Dans une société de plus en plus dominée par l’instantanéité, ce mouvement du fact checking est loin d’être anecdotique. Il traduit une incursion du temps réel dans le débat démocratique et une approche critique participative reposant sur le principe de transparence. Alors que la démocratie pluraliste s’est construite historiquement sur la médiation des questions sociales à travers les mécanismes de représentativité élective, l’émergence de corps intermédiaires et la codification des débats parlementaires, le fact checking renforce la capacité critique des citoyens. Certains considèrent le fact checking comme une forme de « tyrannie du temps court » et condamne l’irruption de l’opinion publique dans le débat démocratique. D’autres voient dans ce phénomène, l’expression d’une vraie maturité démocratique et une sorte de nouvelle Agora, soumettant les propos des hommes politique à la véracité des faits et à la précision des chiffres. Il y aurait là un moyen nouveau de se protéger des démagogues en récusant toute forme d’approximation et la constitution d’une sorte de « contrepouvoir des faits ». Au delà des controverses, une chose est certaine, il faut désormais tenir compte de cette nouvelle pratique car elle va sans doute s’enraciner durablement dans la vie publique.

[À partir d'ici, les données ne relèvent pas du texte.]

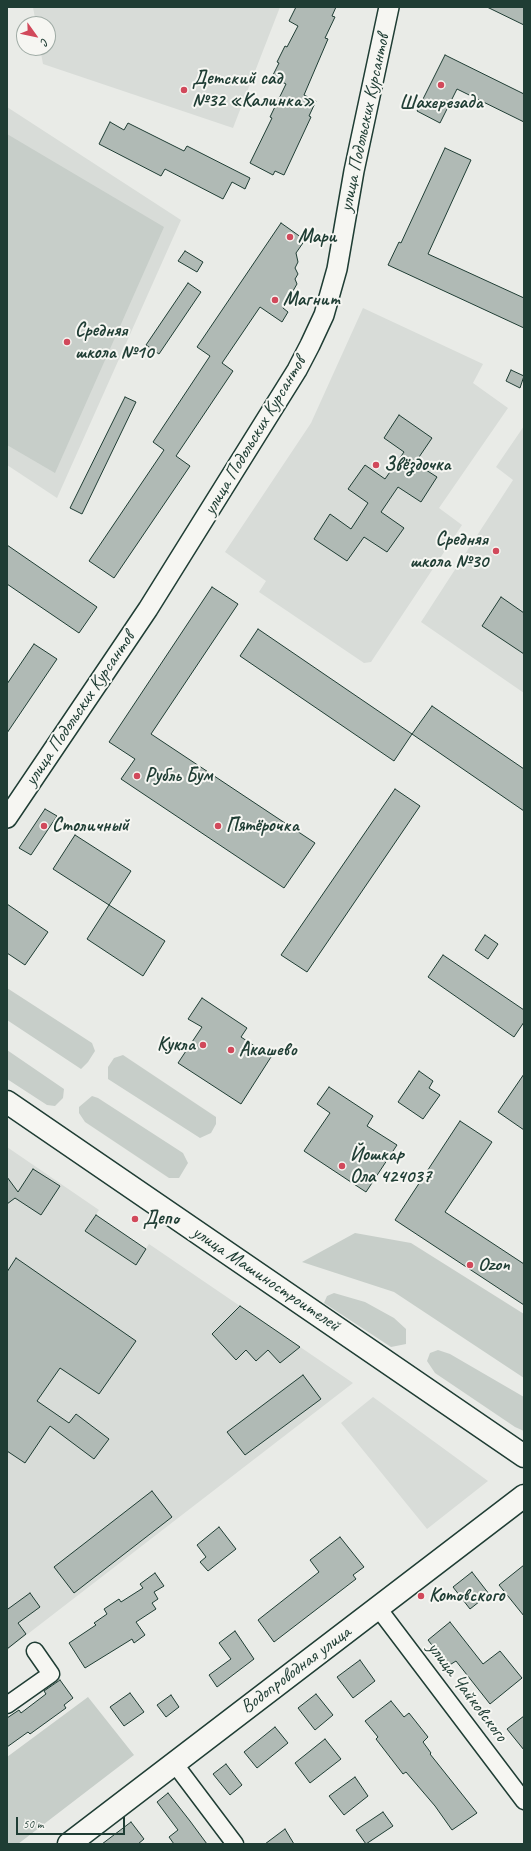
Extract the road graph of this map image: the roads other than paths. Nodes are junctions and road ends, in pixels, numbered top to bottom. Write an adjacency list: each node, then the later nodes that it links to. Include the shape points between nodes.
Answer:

D’ailleurs, ce mouvement de fond est loin de se circonscrire au seul domaine des campagnes électorales. Aujourd’hui, l’ensemble des acteurs économiques savent qu’ils sont aussi soumis au fact checking. Les consommateurs et les ONG soumettent de plus en plus les produits et les services à l’évaluation en ligne. Les promesses publicitaires et la sublimation marketing sont désormais placées sous le regard critique des internautes « consom’acteurs ». On mesure ainsi en direct les écarts entre les qualités supposées et les qualités réelles des produits sur les comparateurs et les sites d’avis en ligne. Les outils et méthodes de l’E-Réputation permettent de mesurer les décalages entre la mise en scène de soi, la flamboyance des discours et le regard des autres…Le vernis des promesses se craquèle. Le désenchantement du monde poursuit sa marche. Décidément, la force tragique du réel et l’irruption des faits n’ont pas fini de désespérer Billancourt…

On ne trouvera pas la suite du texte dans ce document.